TASK PROMPT → Would you return the full listing exactly, with nothing altered?

DATASET CONTENT →
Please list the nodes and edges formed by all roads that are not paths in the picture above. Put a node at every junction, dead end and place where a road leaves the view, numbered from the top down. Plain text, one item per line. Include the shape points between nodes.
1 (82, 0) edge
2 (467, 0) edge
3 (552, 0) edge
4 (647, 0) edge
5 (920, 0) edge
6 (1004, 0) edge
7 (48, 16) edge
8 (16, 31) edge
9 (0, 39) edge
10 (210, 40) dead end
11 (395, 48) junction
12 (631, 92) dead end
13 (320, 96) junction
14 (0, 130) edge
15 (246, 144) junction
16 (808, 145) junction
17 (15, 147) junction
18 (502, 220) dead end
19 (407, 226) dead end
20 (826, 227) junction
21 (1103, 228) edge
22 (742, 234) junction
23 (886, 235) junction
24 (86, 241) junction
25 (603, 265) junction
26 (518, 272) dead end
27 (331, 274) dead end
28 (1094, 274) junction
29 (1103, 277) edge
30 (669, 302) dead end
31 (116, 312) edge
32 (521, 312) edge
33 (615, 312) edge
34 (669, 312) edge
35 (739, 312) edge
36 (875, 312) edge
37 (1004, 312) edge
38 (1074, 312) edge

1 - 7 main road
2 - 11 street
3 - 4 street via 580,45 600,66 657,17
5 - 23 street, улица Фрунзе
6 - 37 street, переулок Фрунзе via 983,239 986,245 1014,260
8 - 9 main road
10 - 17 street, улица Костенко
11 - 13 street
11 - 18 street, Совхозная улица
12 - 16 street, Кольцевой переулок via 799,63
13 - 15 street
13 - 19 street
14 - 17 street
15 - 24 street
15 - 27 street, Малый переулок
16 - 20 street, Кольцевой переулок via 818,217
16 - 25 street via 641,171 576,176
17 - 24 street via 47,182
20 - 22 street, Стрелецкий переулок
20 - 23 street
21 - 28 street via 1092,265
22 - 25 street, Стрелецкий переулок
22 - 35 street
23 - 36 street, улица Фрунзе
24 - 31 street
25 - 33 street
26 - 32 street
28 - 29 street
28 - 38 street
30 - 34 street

EXERCISE OUTPUT →
Please list the nodes and edges formed by all roads that are not paths in the picture above. Put a node at every junction, dead end and place where a road leaves the view, numbered from the top down. Plain text, one item per line. Include the shape points between nodes.
1 (82, 0) edge
2 (467, 0) edge
3 (552, 0) edge
4 (647, 0) edge
5 (920, 0) edge
6 (1004, 0) edge
7 (48, 16) edge
8 (16, 31) edge
9 (0, 39) edge
10 (210, 40) dead end
11 (395, 48) junction
12 (631, 92) dead end
13 (320, 96) junction
14 (0, 130) edge
15 (246, 144) junction
16 (808, 145) junction
17 (15, 147) junction
18 (502, 220) dead end
19 (407, 226) dead end
20 (826, 227) junction
21 (1103, 228) edge
22 (742, 234) junction
23 (886, 235) junction
24 (86, 241) junction
25 (603, 265) junction
26 (518, 272) dead end
27 (331, 274) dead end
28 (1094, 274) junction
29 (1103, 277) edge
30 (669, 302) dead end
31 (116, 312) edge
32 (521, 312) edge
33 (615, 312) edge
34 (669, 312) edge
35 (739, 312) edge
36 (875, 312) edge
37 (1004, 312) edge
38 (1074, 312) edge

1 - 7 main road
2 - 11 street
3 - 4 street via 580,45 600,66 657,17
5 - 23 street, улица Фрунзе
6 - 37 street, переулок Фрунзе via 983,239 986,245 1014,260
8 - 9 main road
10 - 17 street, улица Костенко
11 - 13 street
11 - 18 street, Совхозная улица
12 - 16 street, Кольцевой переулок via 799,63
13 - 15 street
13 - 19 street
14 - 17 street
15 - 24 street
15 - 27 street, Малый переулок
16 - 20 street, Кольцевой переулок via 818,217
16 - 25 street via 641,171 576,176
17 - 24 street via 47,182
20 - 22 street, Стрелецкий переулок
20 - 23 street
21 - 28 street via 1092,265
22 - 25 street, Стрелецкий переулок
22 - 35 street
23 - 36 street, улица Фрунзе
24 - 31 street
25 - 33 street
26 - 32 street
28 - 29 street
28 - 38 street
30 - 34 street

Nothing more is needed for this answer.